Today I’m all excited ’cause we’re going to the zoo

And there’s something that we’ll see there that I’ll now describe to you.

Since it’s found throughout Australia you would hardly call it rare –

Live for long in any city and you’ll surely find one there.

 

Not so common in the country, but you still may see a few,

It’s no cuddly koala nor a bounding kangaroo.

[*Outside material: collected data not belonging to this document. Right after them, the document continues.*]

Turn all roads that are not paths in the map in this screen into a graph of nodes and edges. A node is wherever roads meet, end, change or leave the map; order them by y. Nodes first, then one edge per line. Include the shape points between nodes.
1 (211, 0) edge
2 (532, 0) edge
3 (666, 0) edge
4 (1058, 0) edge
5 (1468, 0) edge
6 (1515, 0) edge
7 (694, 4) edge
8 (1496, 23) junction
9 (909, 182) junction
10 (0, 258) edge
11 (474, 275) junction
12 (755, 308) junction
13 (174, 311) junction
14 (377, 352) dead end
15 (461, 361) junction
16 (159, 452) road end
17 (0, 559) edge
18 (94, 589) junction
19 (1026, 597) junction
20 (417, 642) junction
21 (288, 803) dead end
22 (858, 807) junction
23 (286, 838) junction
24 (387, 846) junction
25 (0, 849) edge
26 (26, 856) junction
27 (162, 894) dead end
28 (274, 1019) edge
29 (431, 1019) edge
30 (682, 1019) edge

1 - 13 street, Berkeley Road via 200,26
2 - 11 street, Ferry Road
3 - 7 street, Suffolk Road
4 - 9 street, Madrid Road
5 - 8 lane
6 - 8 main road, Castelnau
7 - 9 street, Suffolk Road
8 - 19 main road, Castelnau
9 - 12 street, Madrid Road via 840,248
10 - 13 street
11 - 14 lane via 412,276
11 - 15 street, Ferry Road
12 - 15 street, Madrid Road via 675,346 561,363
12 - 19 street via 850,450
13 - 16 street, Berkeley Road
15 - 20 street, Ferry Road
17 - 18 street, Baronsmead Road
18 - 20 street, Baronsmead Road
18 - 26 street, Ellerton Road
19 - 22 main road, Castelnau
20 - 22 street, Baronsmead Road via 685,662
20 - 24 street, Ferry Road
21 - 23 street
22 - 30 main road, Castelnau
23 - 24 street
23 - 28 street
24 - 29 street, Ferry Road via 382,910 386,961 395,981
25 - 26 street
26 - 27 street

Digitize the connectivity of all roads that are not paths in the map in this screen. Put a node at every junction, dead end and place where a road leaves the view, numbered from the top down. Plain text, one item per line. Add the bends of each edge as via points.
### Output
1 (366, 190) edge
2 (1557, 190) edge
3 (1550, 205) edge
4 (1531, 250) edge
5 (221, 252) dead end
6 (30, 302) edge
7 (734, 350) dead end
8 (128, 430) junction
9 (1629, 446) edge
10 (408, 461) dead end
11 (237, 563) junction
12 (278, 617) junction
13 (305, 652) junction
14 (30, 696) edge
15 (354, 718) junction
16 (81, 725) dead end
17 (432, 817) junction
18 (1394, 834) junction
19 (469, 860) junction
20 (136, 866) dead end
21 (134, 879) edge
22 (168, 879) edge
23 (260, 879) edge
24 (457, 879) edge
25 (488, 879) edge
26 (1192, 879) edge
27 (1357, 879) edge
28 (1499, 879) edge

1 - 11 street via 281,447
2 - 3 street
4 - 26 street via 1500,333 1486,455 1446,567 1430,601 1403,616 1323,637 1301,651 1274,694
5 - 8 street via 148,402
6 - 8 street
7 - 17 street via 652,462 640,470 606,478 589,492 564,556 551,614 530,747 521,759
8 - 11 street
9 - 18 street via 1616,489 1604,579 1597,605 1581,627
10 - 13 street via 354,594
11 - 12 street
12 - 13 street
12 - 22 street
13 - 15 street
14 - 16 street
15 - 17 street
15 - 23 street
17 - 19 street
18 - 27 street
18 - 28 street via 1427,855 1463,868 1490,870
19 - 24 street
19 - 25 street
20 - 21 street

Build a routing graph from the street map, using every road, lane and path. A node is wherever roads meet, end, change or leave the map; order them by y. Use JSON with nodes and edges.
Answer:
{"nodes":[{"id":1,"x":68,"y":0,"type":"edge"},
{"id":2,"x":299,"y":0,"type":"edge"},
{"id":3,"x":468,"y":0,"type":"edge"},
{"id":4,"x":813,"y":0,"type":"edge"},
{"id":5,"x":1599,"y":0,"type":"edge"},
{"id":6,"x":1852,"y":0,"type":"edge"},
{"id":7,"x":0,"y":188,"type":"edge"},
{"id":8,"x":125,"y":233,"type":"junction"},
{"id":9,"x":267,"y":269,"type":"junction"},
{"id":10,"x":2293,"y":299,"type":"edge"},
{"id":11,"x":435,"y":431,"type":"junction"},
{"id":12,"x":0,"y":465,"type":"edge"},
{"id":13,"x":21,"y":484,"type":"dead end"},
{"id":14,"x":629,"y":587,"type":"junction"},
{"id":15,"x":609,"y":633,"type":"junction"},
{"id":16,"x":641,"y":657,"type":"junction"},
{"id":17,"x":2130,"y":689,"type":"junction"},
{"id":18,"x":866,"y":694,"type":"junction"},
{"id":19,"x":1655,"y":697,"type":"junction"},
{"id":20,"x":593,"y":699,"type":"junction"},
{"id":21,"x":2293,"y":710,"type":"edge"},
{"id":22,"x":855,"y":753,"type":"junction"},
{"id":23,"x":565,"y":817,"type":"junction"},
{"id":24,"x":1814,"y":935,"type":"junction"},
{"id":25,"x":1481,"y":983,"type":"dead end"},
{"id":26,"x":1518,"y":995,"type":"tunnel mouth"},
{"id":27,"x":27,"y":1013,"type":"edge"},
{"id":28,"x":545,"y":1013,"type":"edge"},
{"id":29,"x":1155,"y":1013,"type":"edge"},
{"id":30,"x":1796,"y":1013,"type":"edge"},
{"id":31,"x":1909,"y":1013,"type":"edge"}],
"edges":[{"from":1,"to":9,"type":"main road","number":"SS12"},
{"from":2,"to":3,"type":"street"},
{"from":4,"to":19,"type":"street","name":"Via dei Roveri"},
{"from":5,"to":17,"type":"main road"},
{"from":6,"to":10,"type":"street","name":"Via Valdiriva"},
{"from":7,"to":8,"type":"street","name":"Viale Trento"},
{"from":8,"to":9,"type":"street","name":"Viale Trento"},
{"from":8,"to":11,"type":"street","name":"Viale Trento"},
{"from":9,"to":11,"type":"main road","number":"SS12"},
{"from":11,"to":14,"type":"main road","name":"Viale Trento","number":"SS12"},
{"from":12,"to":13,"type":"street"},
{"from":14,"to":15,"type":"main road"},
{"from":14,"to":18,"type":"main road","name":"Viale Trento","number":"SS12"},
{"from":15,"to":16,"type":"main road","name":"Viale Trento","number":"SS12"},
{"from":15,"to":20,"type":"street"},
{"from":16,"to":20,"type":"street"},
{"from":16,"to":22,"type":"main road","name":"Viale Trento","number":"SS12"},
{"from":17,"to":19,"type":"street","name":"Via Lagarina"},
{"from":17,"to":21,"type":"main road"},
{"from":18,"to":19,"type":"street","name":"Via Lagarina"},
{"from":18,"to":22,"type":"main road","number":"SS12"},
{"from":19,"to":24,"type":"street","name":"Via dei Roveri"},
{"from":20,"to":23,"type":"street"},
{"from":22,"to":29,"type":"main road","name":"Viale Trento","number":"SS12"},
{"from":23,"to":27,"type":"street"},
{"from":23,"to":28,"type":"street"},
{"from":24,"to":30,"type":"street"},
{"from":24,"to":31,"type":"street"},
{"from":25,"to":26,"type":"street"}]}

Do not think of an echidna or a little bandicoot

This is something that you’ll never ever hear described as cute.

 

In appearance, on occasions, it’s been likened to a snake,

But it’s certainly not legless in the moves that it can make.

If you see a very large one, you will wish it wasn’t so,

Should it move along quite slowly, you may even see it grow!

 

You can rule out any reptile, bird or fish that comes to mind,

But I will not tease you further, that would really be unkind.

It’s a line. No, not a lion. There, I’ve given you a clue.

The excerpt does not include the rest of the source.